Su obra -que continúa en nuestra provincia el movimiento neofigurativo- se ubica en la primera fila de la pintura argentina y se reconoce por el modo particular de dividir el espacio, planimétrico, integrado cada elemento en una totalidad sin fisuras y por la entonación cromática, vívida, palpitante, tímbrica.

La resolución virtual, fruto de una técnica admirable, lo exime del uso del "collage" como de otros recursos: le basta con la sola pintura y le hace rendir todas sus posibilidades, asombrosamente, en matices y sutilezas.

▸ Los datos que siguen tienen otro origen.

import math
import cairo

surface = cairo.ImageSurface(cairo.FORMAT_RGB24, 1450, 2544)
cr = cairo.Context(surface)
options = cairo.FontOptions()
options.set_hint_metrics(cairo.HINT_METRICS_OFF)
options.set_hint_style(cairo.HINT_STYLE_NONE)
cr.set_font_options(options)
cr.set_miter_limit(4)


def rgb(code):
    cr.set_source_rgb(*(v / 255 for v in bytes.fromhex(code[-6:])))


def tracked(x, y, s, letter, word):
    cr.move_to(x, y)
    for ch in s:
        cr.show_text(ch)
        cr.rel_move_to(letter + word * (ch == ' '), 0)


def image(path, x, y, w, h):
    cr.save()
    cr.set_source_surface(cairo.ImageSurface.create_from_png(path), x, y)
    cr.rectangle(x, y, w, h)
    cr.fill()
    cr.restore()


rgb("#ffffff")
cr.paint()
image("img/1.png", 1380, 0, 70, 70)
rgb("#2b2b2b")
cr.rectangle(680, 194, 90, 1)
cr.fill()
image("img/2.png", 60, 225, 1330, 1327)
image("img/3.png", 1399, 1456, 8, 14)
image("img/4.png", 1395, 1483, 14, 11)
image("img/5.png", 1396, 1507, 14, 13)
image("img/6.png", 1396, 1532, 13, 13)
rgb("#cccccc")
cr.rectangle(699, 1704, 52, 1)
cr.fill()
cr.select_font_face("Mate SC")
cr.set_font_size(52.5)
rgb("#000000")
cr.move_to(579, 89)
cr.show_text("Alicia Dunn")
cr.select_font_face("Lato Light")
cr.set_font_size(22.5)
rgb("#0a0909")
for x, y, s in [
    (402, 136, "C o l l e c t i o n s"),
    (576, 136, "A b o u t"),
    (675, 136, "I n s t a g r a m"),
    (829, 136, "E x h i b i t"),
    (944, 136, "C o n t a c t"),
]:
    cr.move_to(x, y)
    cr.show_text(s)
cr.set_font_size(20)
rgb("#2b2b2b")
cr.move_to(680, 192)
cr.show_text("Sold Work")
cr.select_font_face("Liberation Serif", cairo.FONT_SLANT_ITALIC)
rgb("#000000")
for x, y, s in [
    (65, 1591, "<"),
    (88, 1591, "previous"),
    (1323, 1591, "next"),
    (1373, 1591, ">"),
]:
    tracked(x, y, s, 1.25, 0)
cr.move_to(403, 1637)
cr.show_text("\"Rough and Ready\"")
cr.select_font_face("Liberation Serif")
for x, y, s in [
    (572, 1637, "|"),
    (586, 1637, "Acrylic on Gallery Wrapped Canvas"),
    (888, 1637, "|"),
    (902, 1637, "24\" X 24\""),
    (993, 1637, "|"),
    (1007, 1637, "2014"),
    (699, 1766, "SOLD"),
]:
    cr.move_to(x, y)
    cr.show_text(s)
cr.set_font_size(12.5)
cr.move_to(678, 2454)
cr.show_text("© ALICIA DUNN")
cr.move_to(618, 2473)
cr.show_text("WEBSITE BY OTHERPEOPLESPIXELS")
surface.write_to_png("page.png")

Se sirve -en una personalización que le otorga una impronta inconfundible- de los arabescos al modo de Matisse, de la síntesis del cubismo sin encerronas geométricas, del colorido de los "fauves", de la fuerza ética del expresionismo y de la energía libertaria del informalismo, conciliando figuración y abstracción en inagotables variaciones y con una continuidad estilística que tiene al ser humano como protagonista.

Todo está en primer plano porque la obra en sí misma es el personaje. Cada parte del fondo, a veces un segundo plano, un corte horizontal o una minúscula zona tridimensional, se aleja o adelanta en un intrincado entrecruzamiento con las figuras, como si cada aspecto fuera sustantivo, produciendo un algo misterioso que embelesa al espectador.

Su figuración es una pura fantasía que nos enseña que el mundo imaginario tiene una belleza desenfadada de legítimo regocijo, con coros polifónicos, carruajes que vuelan por el cielo, cuerpos dinámicos, serpentinas multicolores, caravanas del mundo onírico, farolitos de ternura y luces titilantes. Mientras más se mira, más parece hecho de la materia de los sueños, que es ingrávida, y como se trata de un universo poético, todo es permitido a condición de que sus sacerdotes rindan culto a la belleza.

Ironía y humor, humor e ironía. Música y literatura recordadas y homenajeadas desde el corazón. Ecos de algunas composiciones de Stravinsky y Richard Strauss y similitudes espirituales con Francois Villon y Nicolás Guillén.

Si alguna característica diferencia a aquel Ceverino que exponía individualmente en 1973, del que vemos ahora, reside en un afianzamiento del estilo, buscado con perseverancia y coherencia y en los últimos años en haber acentuado el color y dar más rienda a signos y gestos. Todo es una prolongación inagotable en sus variaciones de ese espíritu fellinesco cimentado en la fantasía, en tomar la vida en clave de comedia, con una alegría de vivir de contagiosa intensidad.